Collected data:
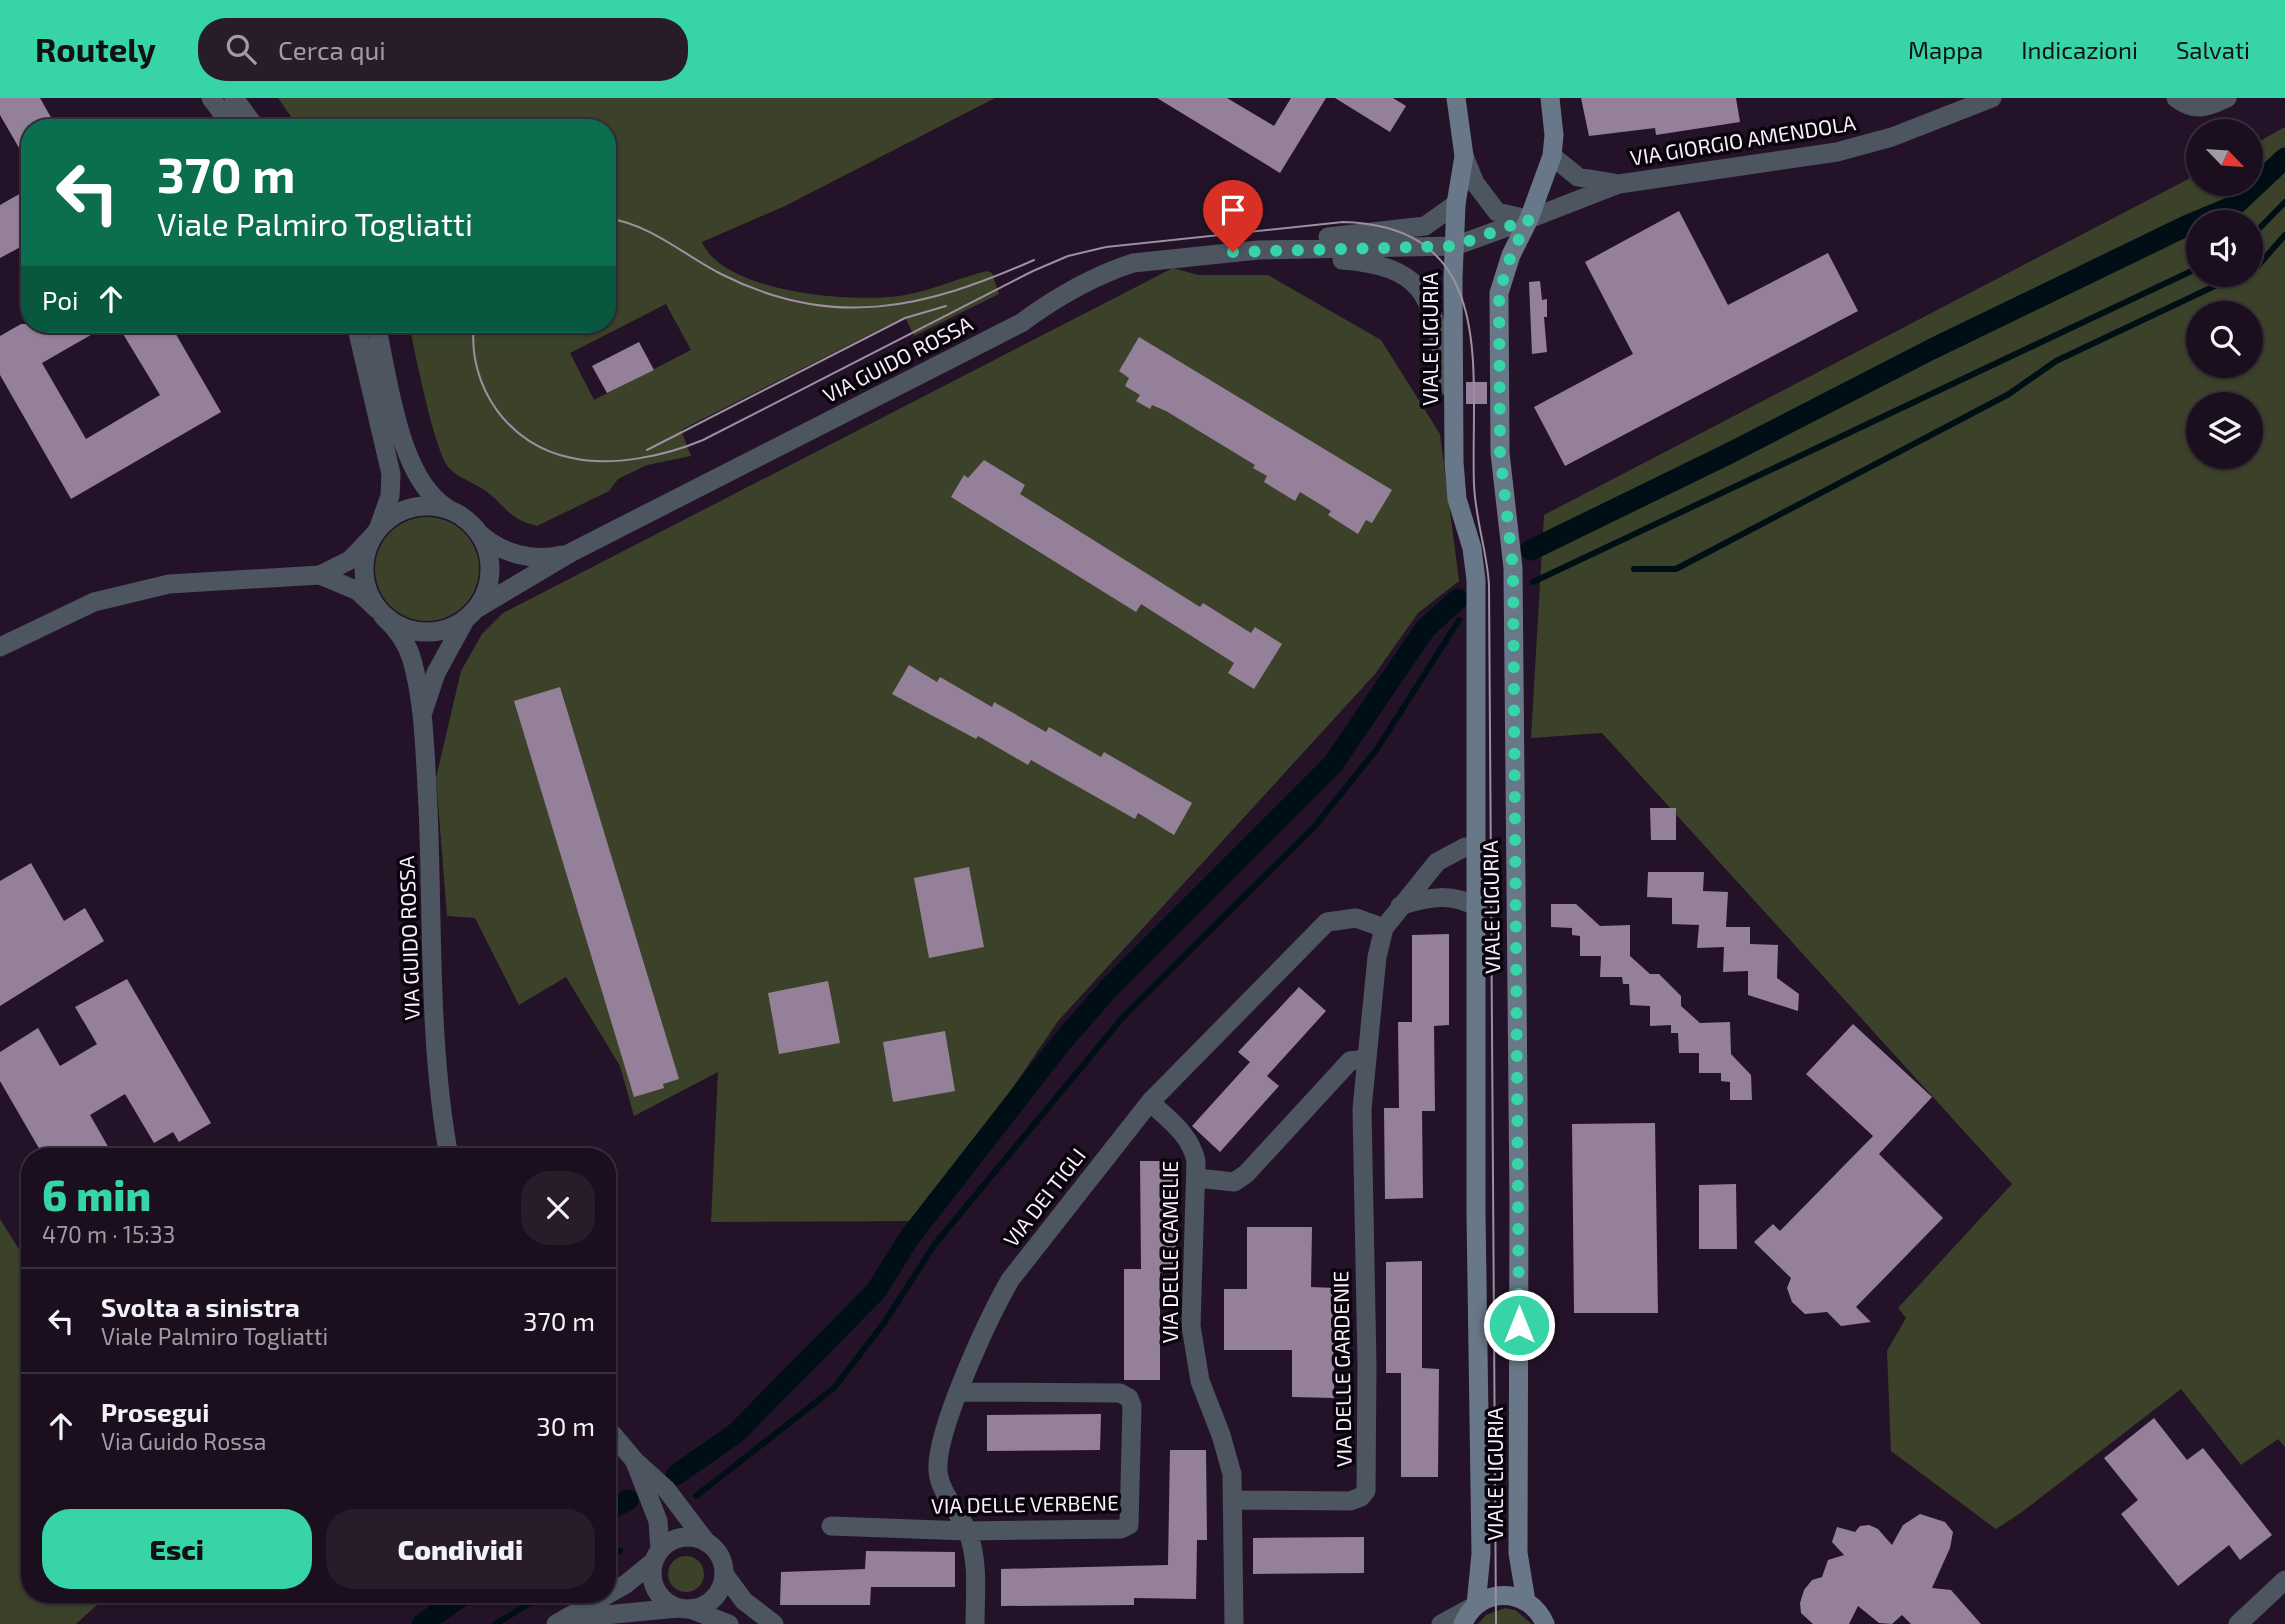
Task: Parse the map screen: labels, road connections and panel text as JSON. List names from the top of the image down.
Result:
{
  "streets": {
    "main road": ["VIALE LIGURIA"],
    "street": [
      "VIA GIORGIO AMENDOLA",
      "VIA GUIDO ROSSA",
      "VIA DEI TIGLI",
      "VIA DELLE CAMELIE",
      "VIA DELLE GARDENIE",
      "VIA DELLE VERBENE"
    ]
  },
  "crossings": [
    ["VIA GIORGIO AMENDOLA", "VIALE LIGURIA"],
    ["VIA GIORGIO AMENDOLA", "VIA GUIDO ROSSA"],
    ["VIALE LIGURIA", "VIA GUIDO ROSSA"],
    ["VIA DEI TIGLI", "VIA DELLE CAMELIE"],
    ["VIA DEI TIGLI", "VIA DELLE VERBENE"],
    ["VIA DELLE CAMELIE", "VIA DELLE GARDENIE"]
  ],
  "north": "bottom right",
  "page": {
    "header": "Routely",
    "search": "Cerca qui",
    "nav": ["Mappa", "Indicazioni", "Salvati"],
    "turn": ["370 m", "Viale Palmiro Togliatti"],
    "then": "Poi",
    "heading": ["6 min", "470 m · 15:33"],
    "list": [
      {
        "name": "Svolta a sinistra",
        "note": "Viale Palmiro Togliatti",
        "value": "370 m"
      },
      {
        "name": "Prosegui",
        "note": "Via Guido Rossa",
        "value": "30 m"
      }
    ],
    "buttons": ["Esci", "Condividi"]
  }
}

* * *

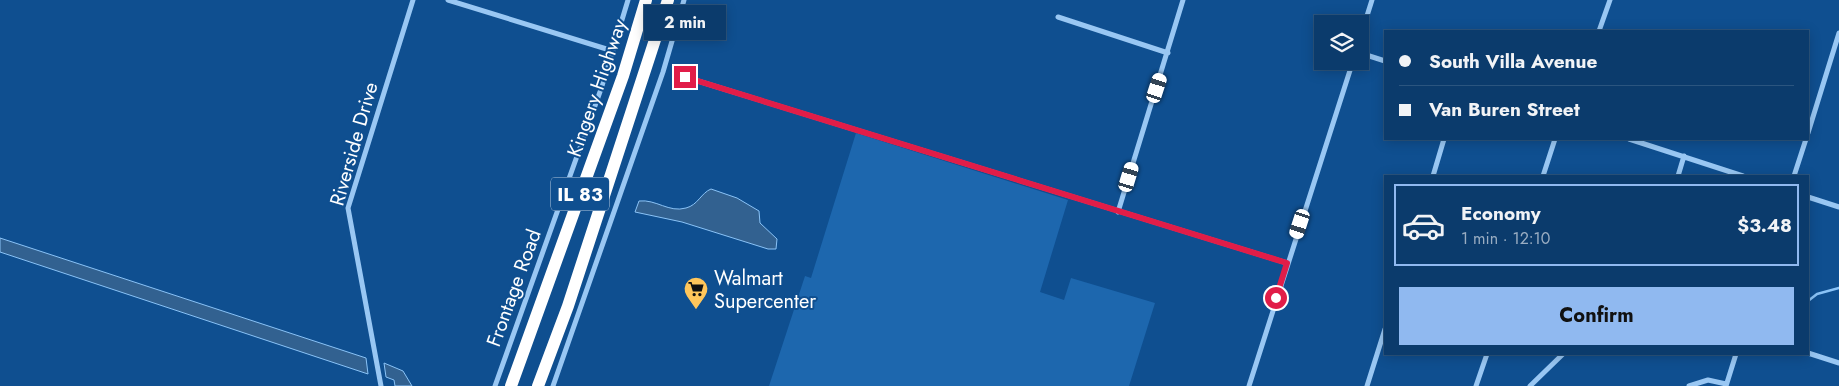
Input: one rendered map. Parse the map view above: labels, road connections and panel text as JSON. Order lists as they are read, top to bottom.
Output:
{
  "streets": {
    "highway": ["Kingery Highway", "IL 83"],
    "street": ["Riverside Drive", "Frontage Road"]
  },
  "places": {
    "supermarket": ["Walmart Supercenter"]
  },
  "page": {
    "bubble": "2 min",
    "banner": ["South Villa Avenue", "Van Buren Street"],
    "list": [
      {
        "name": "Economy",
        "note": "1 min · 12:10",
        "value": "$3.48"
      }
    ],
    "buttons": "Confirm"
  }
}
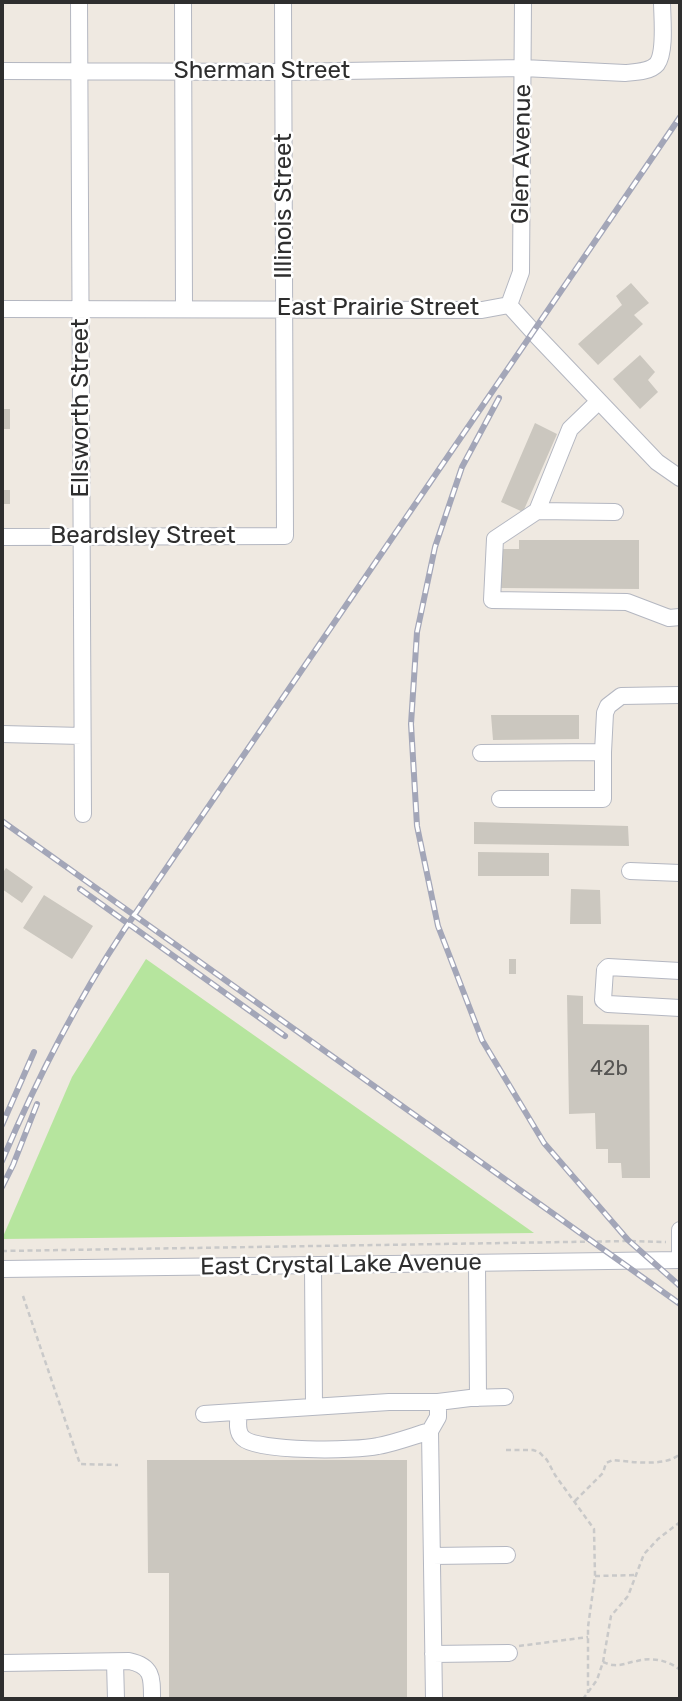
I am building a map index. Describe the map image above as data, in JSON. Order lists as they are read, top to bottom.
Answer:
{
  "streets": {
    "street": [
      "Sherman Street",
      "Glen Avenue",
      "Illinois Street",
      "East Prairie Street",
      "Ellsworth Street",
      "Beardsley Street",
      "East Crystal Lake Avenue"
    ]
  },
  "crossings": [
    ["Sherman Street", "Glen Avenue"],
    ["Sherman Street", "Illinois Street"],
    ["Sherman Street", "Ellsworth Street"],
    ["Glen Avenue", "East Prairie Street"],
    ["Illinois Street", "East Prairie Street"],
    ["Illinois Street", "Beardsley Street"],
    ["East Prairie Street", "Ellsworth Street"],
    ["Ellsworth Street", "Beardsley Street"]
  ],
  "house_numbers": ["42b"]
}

▶ PROBLEM STATEMENT: Whenever the string "they" shows up in a line above, copy that line.

▶ TASK ANSWER:
Input: one rendered map. Parse the map view above: labels, road connections and panel text as JSON. Order lists as they are read, top to bottom.
I am building a map index. Describe the map image above as data, in JSON. Order lists as they are read, top to bottom.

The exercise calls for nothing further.